If streams show (CPU) instead of (hw), check the following:

  • Confirm Plex Pass is active on the account that claimed this server.
  • Confirm Use hardware acceleration when available is enabled in Settings > Transcoder.
  • Your NAS model must have a supported Intel CPU. ARM models will never show hardware transcoding in Plex regardless of settings.
  • Some codecs (particularly AV1) are not supported by Quick Sync on J4125 — those will fall back to software automatically.

Library Not Scanning or Metadata Missing

If files are not appearing after adding a library, or artwork is missing:

  • Check file naming against Plex’s naming conventions. A file named movie.mkv will not match correctly — include the title and year.
  • Go to the library, click the three-dot menu, and choose Scan Library Files then Refresh All Metadata.
  • If a specific title is matching the wrong thing, use Fix Incorrect Match on that item to manually select the correct entry.
  • Check that the PlexMediaServer system user has read permissions on the shared folder containing media.

Remote Access Not Working

If Plex shows “Not available outside your network” or streams are routing via Relay:

  • Verify the port 32400 forwarding rule is saved and active on your router.
  • Check your NAS has a static local IP — if it changed, the port forward points to the wrong device.
  • Check DSM’s built-in firewall: Control Panel > Security > Firewall. If enabled, add a rule to allow incoming TCP on port 32400.
  • Some ISPs block inbound connections on non-standard ports, or use Carrier-Grade NAT (CGNAT) which prevents port forwarding entirely. If you are on CGNAT, Plex Relay may be your only option — or consider a VPN tunnel such as Tailscale, which bypasses NAT issues entirely and works well with Plex.

Plex Server Stops After DSM Update

After a major DSM update, packages sometimes stop and need to be manually restarted. Check Package Center > Installed and look at Plex’s status. If it shows as stopped, click Run. If this happens repeatedly, check whether auto-start is enabled in the package settings.

Plex vs Jellyfin on Synology: An Honest Comparison

No guide to running a media server on Synology in 2026 would be complete without mentioning Jellyfin.

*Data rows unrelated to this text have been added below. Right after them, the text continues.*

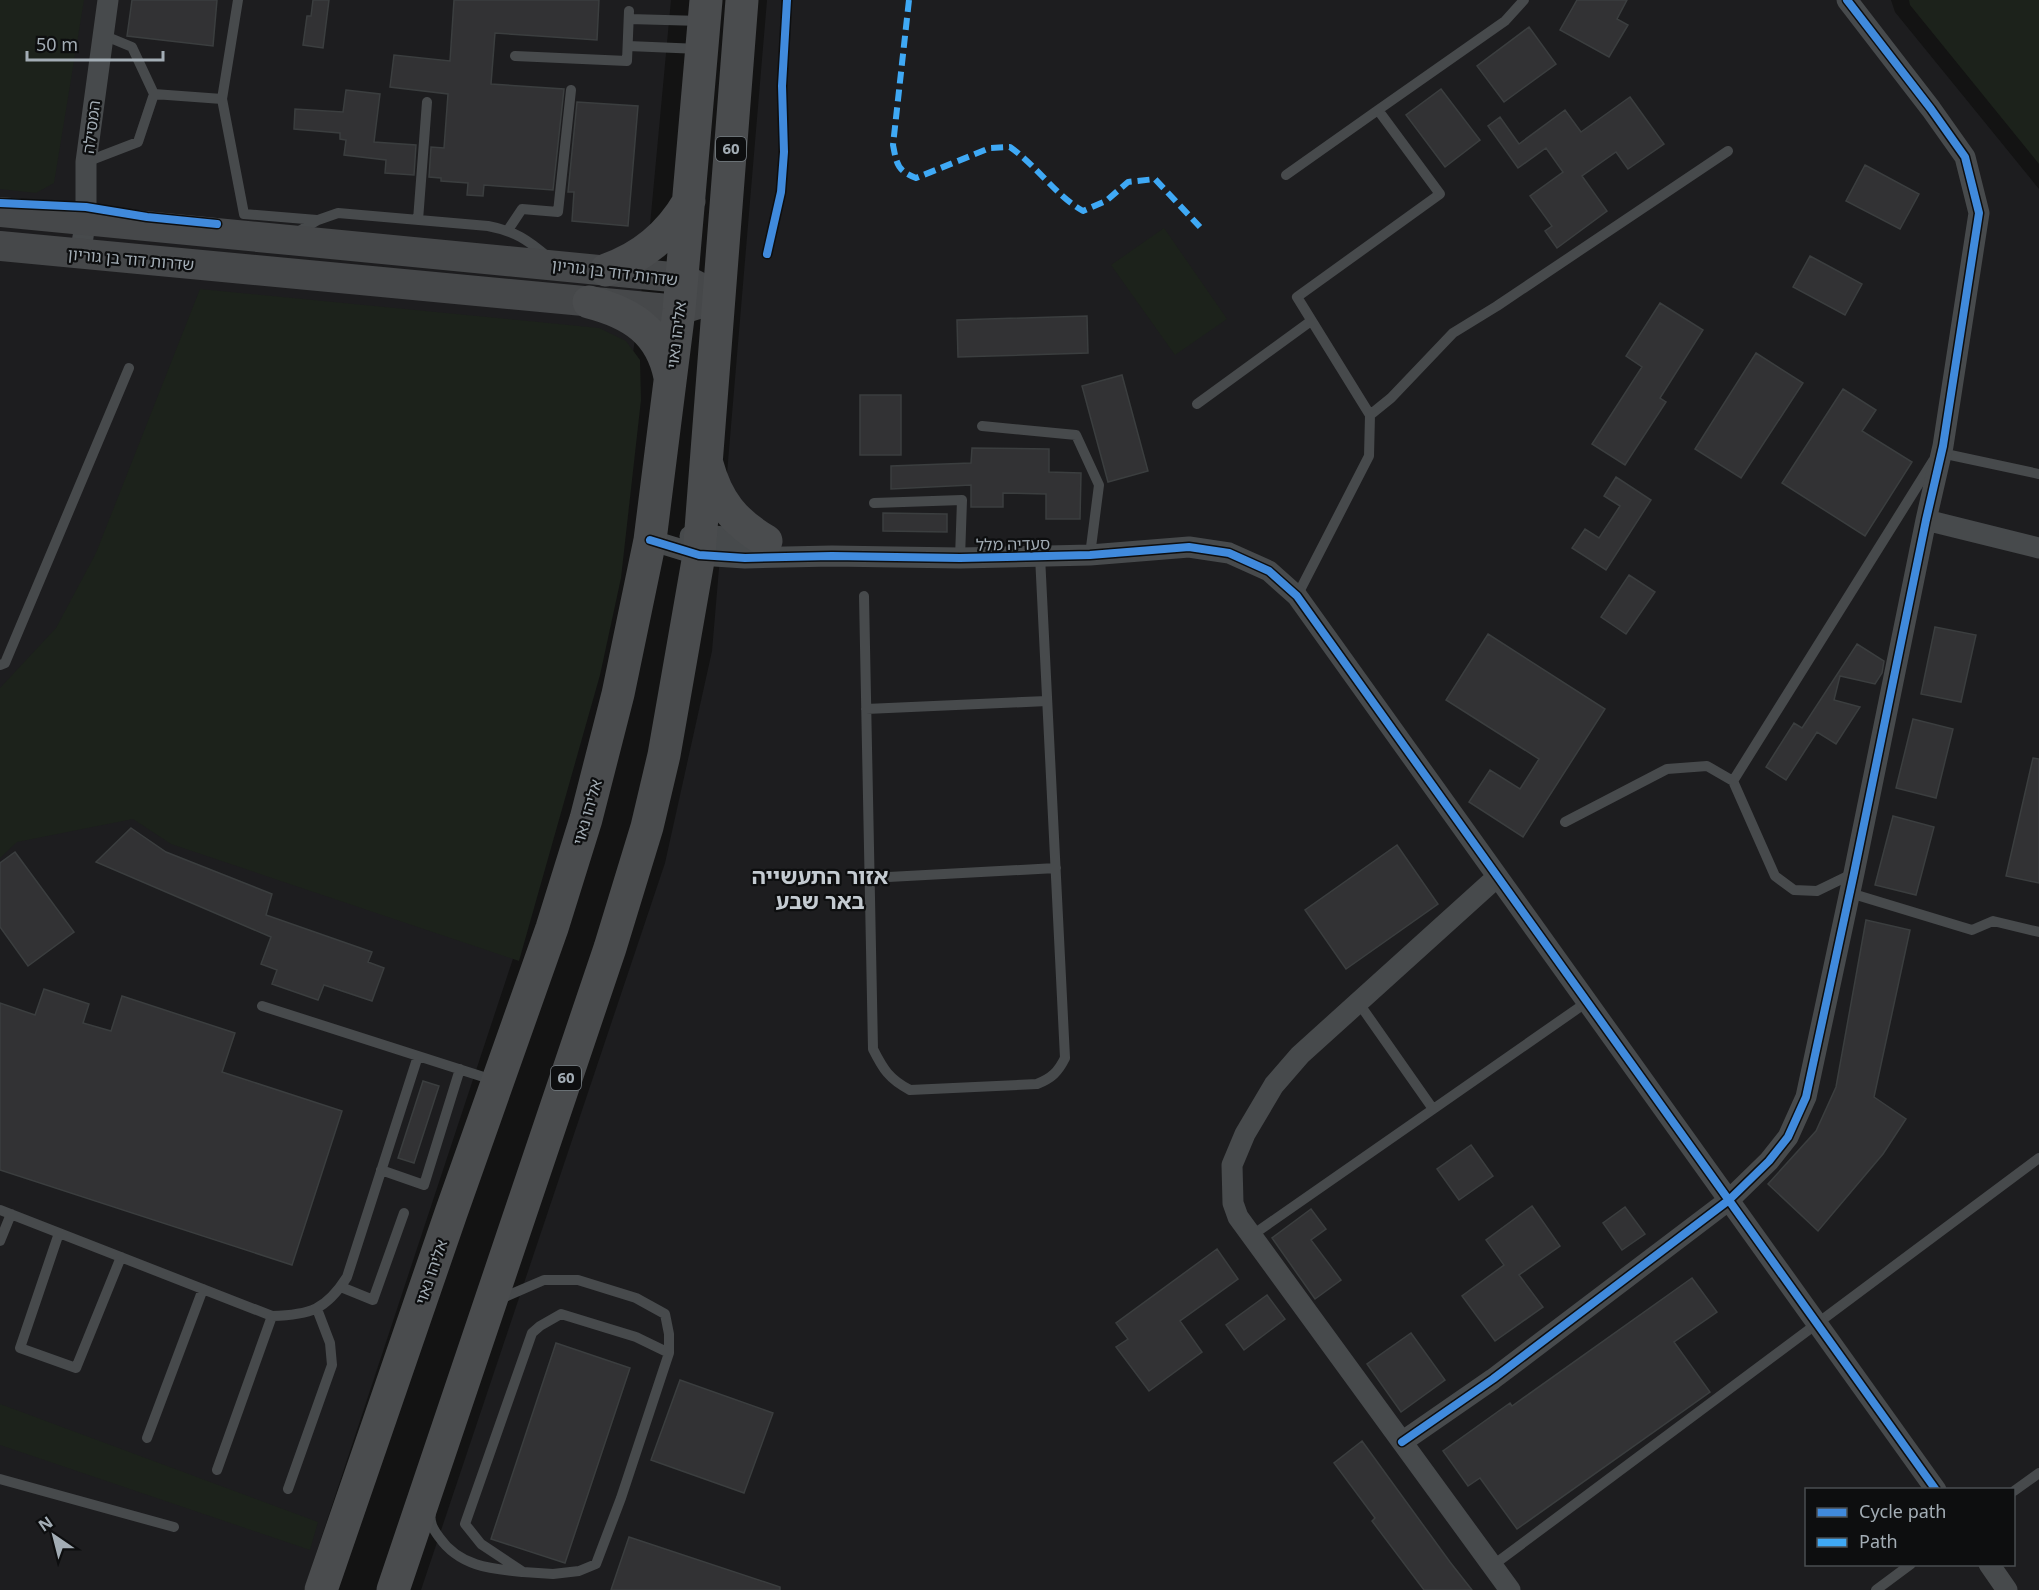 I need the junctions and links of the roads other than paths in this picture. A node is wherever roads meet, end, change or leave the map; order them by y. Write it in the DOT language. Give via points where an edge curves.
graph roads {
  1 [pos="108,0"];
  2 [pos="237,0"];
  3 [pos="742,0"];
  4 [pos="1524,0"];
  5 [pos="1846,0"];
  6 [pos="704,23"];
  7 [pos="103,35"];
  8 [pos="628,46"];
  9 [pos="515,56"];
  10 [pos="571,90"];
  11 [pos="154,94"];
  12 [pos="222,99"];
  13 [pos="427,102"];
  14 [pos="1378,111"];
  15 [pos="1728,151"];
  16 [pos="86,162"];
  17 [pos="1286,175"];
  18 [pos="688,201"];
  19 [pos="0,212"];
  20 [pos="86,220"];
  21 [pos="318,220"];
  22 [pos="418,220"];
  23 [pos="508,230"];
  24 [pos="284,239"];
  25 [pos="0,246"];
  26 [pos="80,254"];
  27 [pos="558,266"];
  28 [pos="606,270"];
  29 [pos="682,278"];
  30 [pos="720,298"];
  31 [pos="589,302"];
  32 [pos="680,310"];
  33 [pos="1311,321"];
  34 [pos="129,368"];
  35 [pos="670,378"];
  36 [pos="1197,404"];
  37 [pos="1370,415"];
  38 [pos="982,426"];
  39 [pos="1942,450"];
  40 [pos="706,458"];
  41 [pos="2039,474"];
  42 [pos="874,503"];
  43 [pos="1926,520"];
  44 [pos="650,540"];
  45 [pos="766,541"];
  46 [pos="700,545"];
  47 [pos="2039,548"];
  48 [pos="1090,555"];
  49 [pos="832,556"];
  50 [pos="1040,556"];
  51 [pos="960,558"];
  52 [pos="864,596"];
  53 [pos="1297,596"];
  54 [pos="0,665"];
  55 [pos="1047,701"];
  56 [pos="866,709"];
  57 [pos="1733,781"];
  58 [pos="1565,822"];
  59 [pos="1056,868"];
  60 [pos="1497,876"];
  61 [pos="870,878"];
  62 [pos="1852,883"];
  63 [pos="2039,932"];
  64 [pos="1358,1002"];
  65 [pos="1587,1002"];
  66 [pos="262,1006"];
  67 [pos="418,1056"];
  68 [pos="460,1069"];
  69 [pos="498,1081"];
  70 [pos="1433,1109"];
  71 [pos="2039,1158"];
  72 [pos="381,1170"];
  73 [pos="1729,1200"];
  74 [pos="5,1212"];
  75 [pos="404,1213"];
  76 [pos="59,1233"];
  77 [pos="1251,1236"];
  78 [pos="0,1241"];
  79 [pos="121,1257"];
  80 [pos="341,1287"];
  81 [pos="203,1289"];
  82 [pos="488,1308"];
  83 [pos="317,1309"];
  84 [pos="273,1316"];
  85 [pos="1817,1324"];
  86 [pos="669,1353"];
  87 [pos="444,1436"];
  88 [pos="147,1438"];
  89 [pos="1402,1442"];
  90 [pos="217,1470"];
  91 [pos="2039,1473"];
  92 [pos="0,1479"];
  93 [pos="1935,1488"];
  94 [pos="288,1489"];
  95 [pos="2015,1490"];
  96 [pos="174,1527"];
  97 [pos="1492,1566"];
  98 [pos="1908,1566"];
  99 [pos="1990,1566"];
  100 [pos="522,1572"];
  101 [pos="321,1590"];
  102 [pos="393,1590"];
  103 [pos="1510,1590"];
  104 [pos="1876,1590"];
  105 [pos="2007,1590"];
  1 -- 7 [label="street, המסילה"];
  2 -- 12 [label="lane"];
  3 -- 30 [label="highway, 60"];
  4 -- 14 [label="lane" via="1505,21"];
  5 -- 39 [label="street" via="1965,157 1979,213"];
  6 -- 8 [label="lane"];
  6 -- 8 [label="lane" via="629,15"];
  6 -- 18 [label="highway, אליהו נאוי / 60"];
  7 -- 11 [label="lane" via="132,47"];
  7 -- 16 [label="street, המסילה"];
  8 -- 9 [label="lane" via="627,61"];
  10 -- 23 [label="lane" via="558,212 522,209"];
  11 -- 12 [label="lane"];
  11 -- 16 [label="lane" via="138,142"];
  12 -- 21 [label="lane" via="244,214"];
  13 -- 22 [label="lane"];
  14 -- 17 [label="lane"];
  14 -- 33 [label="lane" via="1440,194 1297,297"];
  15 -- 37 [label="lane" via="1453,333"];
  16 -- 20 [label="street, המסילה"];
  18 -- 28 [label="highway" via="657,241"];
  18 -- 29 [label="highway, אליהו נאוי / 60"];
  19 -- 20 [label="main road, שדרות דוד בן גוריון"];
  20 -- 24 [label="main road, שדרות דוד בן גוריון"];
  20 -- 26 [label="street, המסילה"];
  21 -- 22 [label="lane" via="338,213"];
  21 -- 24 [label="lane"];
  22 -- 23 [label="lane"];
  23 -- 27 [label="lane" via="523,237"];
  24 -- 27 [label="main road, שדרות דוד בן גוריון"];
  25 -- 26 [label="main road, שדרות דוד בן גוריון"];
  26 -- 31 [label="main road, שדרות דוד בן גוריון"];
  27 -- 28 [label="main road, שדרות דוד בן גוריון"];
  28 -- 29 [label="main road, שדרות דוד בן גוריון"];
  29 -- 30 [label="main road, שדרות דוד בן גוריון"];
  29 -- 32 [label="highway, אליהו נאוי / 60"];
  30 -- 32 [label="main road, שדרות דוד בן גוריון"];
  30 -- 40 [label="highway, 60"];
  31 -- 32 [label="main road, שדרות דוד בן גוריון"];
  31 -- 35 [label="highway" via="616,310 644,328 662,350"];
  32 -- 35 [label="highway, אליהו נאוי / 60"];
  33 -- 36 [label="lane"];
  33 -- 37 [label="lane"];
  34 -- 54 [label="lane" via="5,663"];
  35 -- 44 [label="highway, אליהו נאוי / 60"];
  37 -- 53 [label="lane" via="1369,456"];
  38 -- 48 [label="lane" via="1076,435 1099,485"];
  39 -- 41 [label="lane"];
  39 -- 43 [label="street"];
  39 -- 57 [label="lane"];
  40 -- 45 [label="highway" via="714,486 730,513"];
  40 -- 46 [label="highway, 60"];
  42 -- 51 [label="lane" via="962,500"];
  43 -- 47 [label="street"];
  43 -- 62 [label="street"];
  44 -- 46 [label="street, סעדיה מלל"];
  44 -- 69 [label="highway, אליהו נאוי / 60" via="618,694 586,819"];
  45 -- 46 [label="street, סעדיה מלל"];
  45 -- 49 [label="street, סעדיה מלל"];
  46 -- 49 [label="street, סעדיה מלל" via="745,558"];
  46 -- 82 [label="highway, 60" via="664,755 647,827"];
  48 -- 50 [label="street, סעדיה מלל"];
  48 -- 53 [label="street, סעדיה מלל" via="1189,546 1229,553 1269,572"];
  49 -- 51 [label="street, סעדיה מלל"];
  50 -- 51 [label="street, סעדיה מלל"];
  50 -- 55 [label="lane"];
  52 -- 56 [label="lane"];
  53 -- 60 [label="street, סעדיה מלל"];
  55 -- 56 [label="lane"];
  55 -- 59 [label="lane"];
  56 -- 61 [label="lane"];
  57 -- 58 [label="lane" via="1707,766 1667,769"];
  57 -- 62 [label="lane" via="1775,876 1794,890 1816,891"];
  59 -- 61 [label="lane"];
  59 -- 61 [label="lane" via="1065,1058 1059,1071 1037,1084 910,1090 884,1070 873,1049"];
  60 -- 64 [label="street"];
  60 -- 65 [label="street, סעדיה מלל"];
  62 -- 63 [label="lane" via="1972,930 1993,921"];
  62 -- 73 [label="street" via="1806,1097 1788,1137"];
  64 -- 70 [label="lane"];
  64 -- 77 [label="street" via="1300,1055 1274,1085 1245,1134 1232,1164 1233,1203"];
  65 -- 70 [label="lane"];
  65 -- 73 [label="street, סעדיה מלל"];
  66 -- 67 [label="lane"];
  67 -- 68 [label="lane"];
  67 -- 72 [label="lane"];
  68 -- 69 [label="lane"];
  68 -- 72 [label="lane" via="424,1185"];
  69 -- 101 [label="highway, אליהו נאוי / 60"];
  70 -- 77 [label="lane"];
  71 -- 85 [label="lane"];
  72 -- 80 [label="lane"];
  73 -- 85 [label="street, סעדיה מלל"];
  73 -- 89 [label="street" via="1493,1379"];
  74 -- 76 [label="lane"];
  74 -- 78 [label="lane"];
  75 -- 80 [label="lane" via="373,1300"];
  76 -- 79 [label="lane"];
  76 -- 79 [label="lane" via="20,1348 76,1368"];
  77 -- 89 [label="street"];
  79 -- 81 [label="lane"];
  80 -- 83 [label="lane"];
  81 -- 84 [label="lane"];
  81 -- 88 [label="lane"];
  82 -- 86 [label="lane" via="502,1297 544,1280 578,1280 636,1298 665,1314"];
  82 -- 87 [label="highway, 60"];
  83 -- 84 [label="lane"];
  83 -- 94 [label="lane" via="330,1343 332,1365"];
  84 -- 90 [label="lane"];
  85 -- 93 [label="street, סעדיה מלל"];
  85 -- 97 [label="lane"];
  86 -- 100 [label="lane" via="596,1564 553,1574"];
  86 -- 100 [label="lane" via="636,1337 561,1314 532,1333 465,1524 481,1544"];
  87 -- 100 [label="lane" via="429,1520 436,1533 451,1551 474,1565"];
  87 -- 102 [label="highway, 60"];
  89 -- 97 [label="street"];
  91 -- 95 [label="lane"];
  92 -- 96 [label="lane"];
  97 -- 103 [label="street"];
  98 -- 104 [label="lane"];
  99 -- 105 [label="street"];
}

Jellyfin is a fully open-source, completely free media server — a fork of the original Emby project before it went closed-source. It is a genuine alternative to Plex and worth considering seriously.

Here is an honest side-by-side:

Feature Plex Jellyfin
Cost Free for basic; Plex Pass required for hardware transcoding, sync, etc. Completely free, including all features
Hardware transcoding Plex Pass required (paid) Free, included out of the box
AMD hardware acceleration Limited/inconsistent Better support via VAAPI
Client app quality Polished, widely available Good but more variable across platforms
Metadata/library management Excellent, largely automatic Good, occasionally needs manual correction
Remote access Easy, with Plex Relay fallback Requires manual setup (no relay)
Privacy Account required; some telemetry No account required; fully self-hosted

The honest verdict: if you have an Intel-based Synology and are happy paying for Plex Pass (either a one-off lifetime purchase or a subscription), Plex is the more polished experience with better client support across TVs, phones, and streaming sticks. If cost is a concern — or if you are running an AMD Synology model and want reliable hardware transcoding — Jellyfin is an excellent free alternative that has matured significantly and is very capable on Synology hardware. You can even run both side by side and see which suits you better.

Summary

Setting up Plex on a Synology NAS gives you a powerful, always-on personal media server with minimal ongoing power consumption. The key decisions come down to choosing a NAS with an Intel CPU if you need hardware transcoding, organising your media library cleanly before you start, and configuring port forwarding for a reliable direct connection when accessing remotely.

With a DS224+ or DS423+ and Plex Pass, you have a system capable of handling 4K HDR content for multiple simultaneous viewers — all from a device that sits quietly on a shelf and draws less power than a light bulb. Once it is running, day-to-day use requires almost no maintenance, and your entire media collection is available on any screen in your home or on the go.